Without the images, print all the entries below exactly as given.
:: INFORMATION GIVEN ::
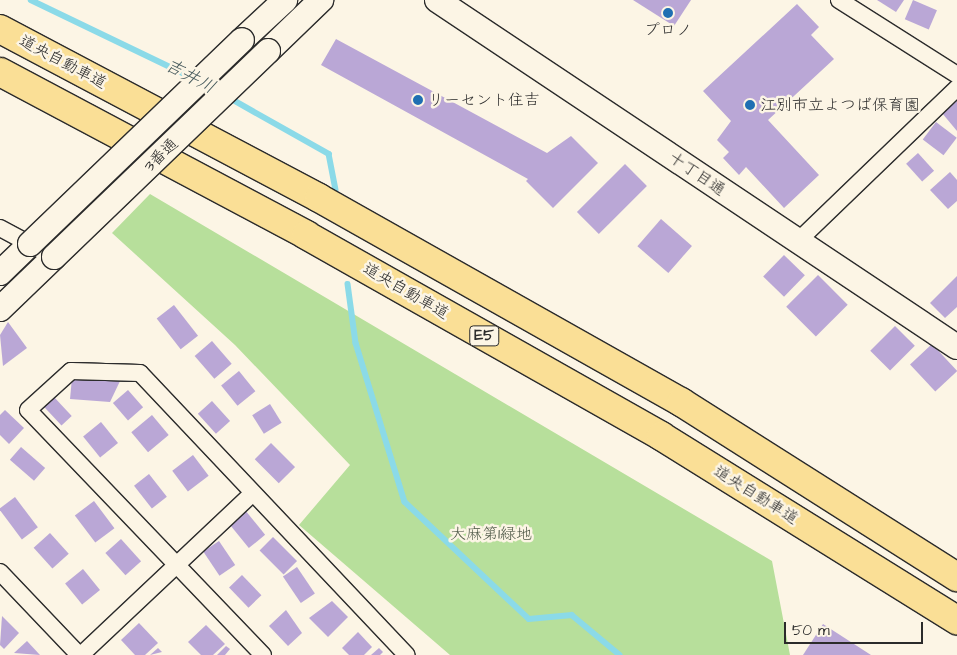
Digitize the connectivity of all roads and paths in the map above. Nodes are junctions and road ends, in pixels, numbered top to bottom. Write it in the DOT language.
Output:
graph roads {
  1 [pos="285,0"];
  2 [pos="321,0"];
  3 [pos="437,0"];
  4 [pos="839,0"];
  5 [pos="0,29"];
  6 [pos="0,72"];
  7 [pos="957,75"];
  8 [pos="957,88"];
  9 [pos="0,228"];
  10 [pos="798,241"];
  11 [pos="30,244"];
  12 [pos="54,257"];
  13 [pos="0,273"];
  14 [pos="0,309"];
  15 [pos="957,346"];
  16 [pos="253,493"];
  17 [pos="176,565"];
  18 [pos="0,572"];
  19 [pos="957,577"];
  20 [pos="957,620"];
  21 [pos="80,655"];
  22 [pos="263,655"];
  23 [pos="407,655"];
  1 -- 11 [label="street, 3番通, bridge"];
  2 -- 12 [label="street, 3番通, bridge"];
  3 -- 10 [label="street, 十丁目通"];
  4 -- 7 [label="street"];
  5 -- 19 [label="highway, 道央自動車道 / E5"];
  6 -- 20 [label="highway, 道央自動車道 / E5"];
  8 -- 10 [label="street"];
  9 -- 11 [label="street"];
  10 -- 15 [label="street, 十丁目通"];
  11 -- 12 [label="street"];
  11 -- 13 [label="street, 3番通"];
  12 -- 14 [label="street, 3番通"];
  16 -- 17 [label="street"];
  16 -- 17 [label="street"];
  16 -- 23 [label="street"];
  17 -- 21 [label="street"];
  17 -- 22 [label="street"];
  18 -- 21 [label="street"];
}
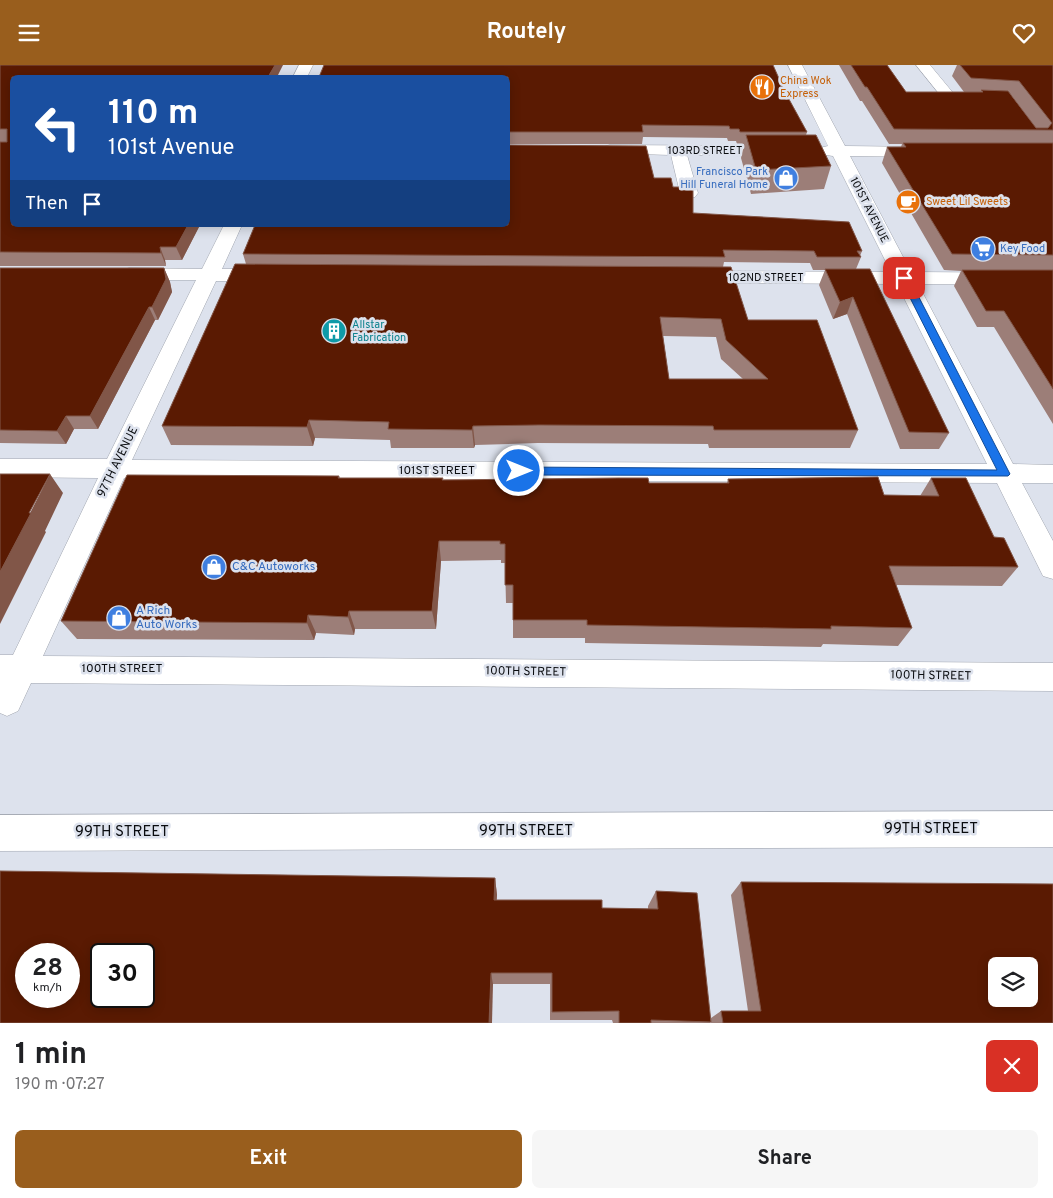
:::
EXERCISE RESULT =
Digitize the connectivity of all roads and paths in the map above. Nodes are junctions and road ends, in pixels, numbered top to bottom. Write it in the DOT language.
Output:
graph roads {
  1 [pos="285,0"];
  2 [pos="321,0"];
  3 [pos="437,0"];
  4 [pos="839,0"];
  5 [pos="0,29"];
  6 [pos="0,72"];
  7 [pos="957,75"];
  8 [pos="957,88"];
  9 [pos="0,228"];
  10 [pos="798,241"];
  11 [pos="30,244"];
  12 [pos="54,257"];
  13 [pos="0,273"];
  14 [pos="0,309"];
  15 [pos="957,346"];
  16 [pos="253,493"];
  17 [pos="176,565"];
  18 [pos="0,572"];
  19 [pos="957,577"];
  20 [pos="957,620"];
  21 [pos="80,655"];
  22 [pos="263,655"];
  23 [pos="407,655"];
  1 -- 11 [label="street, 3番通, bridge"];
  2 -- 12 [label="street, 3番通, bridge"];
  3 -- 10 [label="street, 十丁目通"];
  4 -- 7 [label="street"];
  5 -- 19 [label="highway, 道央自動車道 / E5"];
  6 -- 20 [label="highway, 道央自動車道 / E5"];
  8 -- 10 [label="street"];
  9 -- 11 [label="street"];
  10 -- 15 [label="street, 十丁目通"];
  11 -- 12 [label="street"];
  11 -- 13 [label="street, 3番通"];
  12 -- 14 [label="street, 3番通"];
  16 -- 17 [label="street"];
  16 -- 17 [label="street"];
  16 -- 23 [label="street"];
  17 -- 21 [label="street"];
  17 -- 22 [label="street"];
  18 -- 21 [label="street"];
}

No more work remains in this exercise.